**REQUIRED WORK**
Your job is to report every line of the entries that has "graph".

┌─ RECORDED DATA

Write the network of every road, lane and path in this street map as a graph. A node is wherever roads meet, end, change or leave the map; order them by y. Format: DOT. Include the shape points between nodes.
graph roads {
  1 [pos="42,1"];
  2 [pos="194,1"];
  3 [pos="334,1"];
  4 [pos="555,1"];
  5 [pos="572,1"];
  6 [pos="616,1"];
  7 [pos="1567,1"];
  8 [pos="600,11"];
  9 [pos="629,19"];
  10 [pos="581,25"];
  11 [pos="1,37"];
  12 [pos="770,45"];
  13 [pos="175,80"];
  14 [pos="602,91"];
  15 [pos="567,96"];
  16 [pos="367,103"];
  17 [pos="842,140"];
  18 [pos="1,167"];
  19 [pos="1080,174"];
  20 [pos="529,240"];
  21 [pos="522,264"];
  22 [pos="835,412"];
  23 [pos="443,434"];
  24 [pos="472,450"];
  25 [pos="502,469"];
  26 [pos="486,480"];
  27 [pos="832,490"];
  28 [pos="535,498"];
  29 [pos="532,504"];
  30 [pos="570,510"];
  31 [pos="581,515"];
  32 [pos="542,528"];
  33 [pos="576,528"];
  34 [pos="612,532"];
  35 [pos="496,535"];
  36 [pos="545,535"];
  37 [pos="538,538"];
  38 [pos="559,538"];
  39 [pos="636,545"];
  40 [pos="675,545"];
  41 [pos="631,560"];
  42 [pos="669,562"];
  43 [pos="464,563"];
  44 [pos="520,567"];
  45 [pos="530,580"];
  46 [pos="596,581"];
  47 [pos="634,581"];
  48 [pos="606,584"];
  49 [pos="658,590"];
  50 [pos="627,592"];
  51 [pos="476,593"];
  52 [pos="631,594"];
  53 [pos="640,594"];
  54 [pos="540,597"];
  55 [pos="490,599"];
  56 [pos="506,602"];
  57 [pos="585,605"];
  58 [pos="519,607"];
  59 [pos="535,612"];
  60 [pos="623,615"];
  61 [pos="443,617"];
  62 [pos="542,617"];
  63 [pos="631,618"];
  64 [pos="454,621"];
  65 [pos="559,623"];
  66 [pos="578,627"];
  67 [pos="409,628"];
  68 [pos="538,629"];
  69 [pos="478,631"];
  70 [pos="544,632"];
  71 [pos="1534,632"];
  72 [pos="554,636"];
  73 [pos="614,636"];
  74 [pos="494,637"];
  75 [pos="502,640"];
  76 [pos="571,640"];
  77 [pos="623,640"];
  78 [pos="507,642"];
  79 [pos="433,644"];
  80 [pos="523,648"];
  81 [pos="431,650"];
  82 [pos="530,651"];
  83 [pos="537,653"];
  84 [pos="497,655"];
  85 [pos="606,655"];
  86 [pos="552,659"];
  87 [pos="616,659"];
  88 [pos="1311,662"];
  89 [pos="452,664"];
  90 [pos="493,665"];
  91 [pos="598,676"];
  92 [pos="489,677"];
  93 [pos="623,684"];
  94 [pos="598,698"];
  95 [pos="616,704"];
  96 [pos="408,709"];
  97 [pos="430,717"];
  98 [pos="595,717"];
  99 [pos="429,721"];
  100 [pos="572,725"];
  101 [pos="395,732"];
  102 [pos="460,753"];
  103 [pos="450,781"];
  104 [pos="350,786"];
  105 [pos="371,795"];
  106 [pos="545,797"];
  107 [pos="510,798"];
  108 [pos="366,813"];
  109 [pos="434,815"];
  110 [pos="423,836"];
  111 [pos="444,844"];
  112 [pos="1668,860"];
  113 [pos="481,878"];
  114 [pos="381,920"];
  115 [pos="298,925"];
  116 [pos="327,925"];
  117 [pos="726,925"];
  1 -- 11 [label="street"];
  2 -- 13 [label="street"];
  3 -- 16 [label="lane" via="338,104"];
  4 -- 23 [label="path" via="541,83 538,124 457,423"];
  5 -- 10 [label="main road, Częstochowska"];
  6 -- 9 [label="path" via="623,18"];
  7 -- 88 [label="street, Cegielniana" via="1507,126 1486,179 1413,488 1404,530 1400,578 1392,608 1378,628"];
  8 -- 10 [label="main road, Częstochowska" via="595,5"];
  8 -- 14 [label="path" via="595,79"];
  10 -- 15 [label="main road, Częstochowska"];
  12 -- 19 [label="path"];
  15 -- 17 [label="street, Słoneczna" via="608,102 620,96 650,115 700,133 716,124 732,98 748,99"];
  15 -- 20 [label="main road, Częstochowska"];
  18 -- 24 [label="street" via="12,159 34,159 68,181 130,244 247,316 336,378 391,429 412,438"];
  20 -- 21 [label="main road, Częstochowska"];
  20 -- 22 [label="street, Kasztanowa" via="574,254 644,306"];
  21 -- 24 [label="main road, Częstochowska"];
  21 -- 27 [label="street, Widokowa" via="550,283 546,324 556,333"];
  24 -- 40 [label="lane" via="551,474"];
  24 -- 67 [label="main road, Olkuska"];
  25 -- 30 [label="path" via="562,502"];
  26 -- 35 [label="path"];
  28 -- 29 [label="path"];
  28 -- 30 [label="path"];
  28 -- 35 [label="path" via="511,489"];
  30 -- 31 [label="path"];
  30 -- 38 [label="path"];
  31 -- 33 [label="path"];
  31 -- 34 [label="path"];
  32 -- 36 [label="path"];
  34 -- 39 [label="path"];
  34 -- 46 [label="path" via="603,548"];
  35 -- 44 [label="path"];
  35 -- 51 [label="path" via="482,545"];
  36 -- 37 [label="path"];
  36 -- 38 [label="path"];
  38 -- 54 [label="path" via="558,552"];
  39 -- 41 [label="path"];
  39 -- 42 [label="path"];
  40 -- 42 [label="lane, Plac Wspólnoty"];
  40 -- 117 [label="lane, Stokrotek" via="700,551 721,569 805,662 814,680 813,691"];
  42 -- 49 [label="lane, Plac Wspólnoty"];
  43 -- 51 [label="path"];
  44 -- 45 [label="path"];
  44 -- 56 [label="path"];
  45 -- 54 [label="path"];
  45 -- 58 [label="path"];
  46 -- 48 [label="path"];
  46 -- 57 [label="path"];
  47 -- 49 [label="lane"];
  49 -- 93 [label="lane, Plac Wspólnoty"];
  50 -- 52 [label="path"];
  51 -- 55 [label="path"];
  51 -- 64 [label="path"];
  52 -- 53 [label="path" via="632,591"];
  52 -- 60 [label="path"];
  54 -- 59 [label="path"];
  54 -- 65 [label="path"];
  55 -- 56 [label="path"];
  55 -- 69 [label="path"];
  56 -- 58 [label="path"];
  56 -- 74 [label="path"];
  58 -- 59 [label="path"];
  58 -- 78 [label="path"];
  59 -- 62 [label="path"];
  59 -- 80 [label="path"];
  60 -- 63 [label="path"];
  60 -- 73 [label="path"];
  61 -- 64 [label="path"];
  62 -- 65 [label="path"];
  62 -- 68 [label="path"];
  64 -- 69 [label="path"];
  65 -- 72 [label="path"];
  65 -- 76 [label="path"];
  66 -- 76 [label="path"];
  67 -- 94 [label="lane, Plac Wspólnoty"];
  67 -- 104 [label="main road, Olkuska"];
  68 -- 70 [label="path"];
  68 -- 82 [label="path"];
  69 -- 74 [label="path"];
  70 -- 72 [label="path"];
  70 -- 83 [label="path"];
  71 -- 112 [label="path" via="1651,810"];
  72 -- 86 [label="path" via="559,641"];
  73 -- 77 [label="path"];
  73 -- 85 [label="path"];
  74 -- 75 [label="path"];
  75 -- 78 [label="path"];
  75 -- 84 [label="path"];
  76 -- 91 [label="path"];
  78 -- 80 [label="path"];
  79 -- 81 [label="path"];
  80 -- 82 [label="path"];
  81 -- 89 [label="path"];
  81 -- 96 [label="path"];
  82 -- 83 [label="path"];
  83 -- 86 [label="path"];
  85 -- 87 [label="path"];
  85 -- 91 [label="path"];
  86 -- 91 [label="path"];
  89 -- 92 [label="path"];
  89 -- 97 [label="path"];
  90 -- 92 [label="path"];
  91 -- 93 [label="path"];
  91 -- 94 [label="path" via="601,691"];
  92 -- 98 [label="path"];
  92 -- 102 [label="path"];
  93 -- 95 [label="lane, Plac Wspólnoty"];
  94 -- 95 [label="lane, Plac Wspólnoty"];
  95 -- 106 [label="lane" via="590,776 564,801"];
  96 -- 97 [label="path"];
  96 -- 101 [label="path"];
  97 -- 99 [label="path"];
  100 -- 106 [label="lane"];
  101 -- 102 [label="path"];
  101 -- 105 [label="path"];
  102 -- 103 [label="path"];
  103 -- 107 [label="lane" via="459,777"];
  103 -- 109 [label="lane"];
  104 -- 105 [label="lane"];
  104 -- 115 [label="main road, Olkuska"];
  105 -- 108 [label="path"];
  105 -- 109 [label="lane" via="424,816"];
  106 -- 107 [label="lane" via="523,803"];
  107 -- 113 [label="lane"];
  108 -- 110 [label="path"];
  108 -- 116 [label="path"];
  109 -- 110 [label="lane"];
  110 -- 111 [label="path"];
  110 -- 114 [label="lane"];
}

└─

**RESPONSE FOR THIS EXERCISE**
Write the network of every road, lane and path in this street map as a graph. A node is wherever roads meet, end, change or leave the map; order them by y. Format: DOT. Include the shape points between nodes.
graph roads {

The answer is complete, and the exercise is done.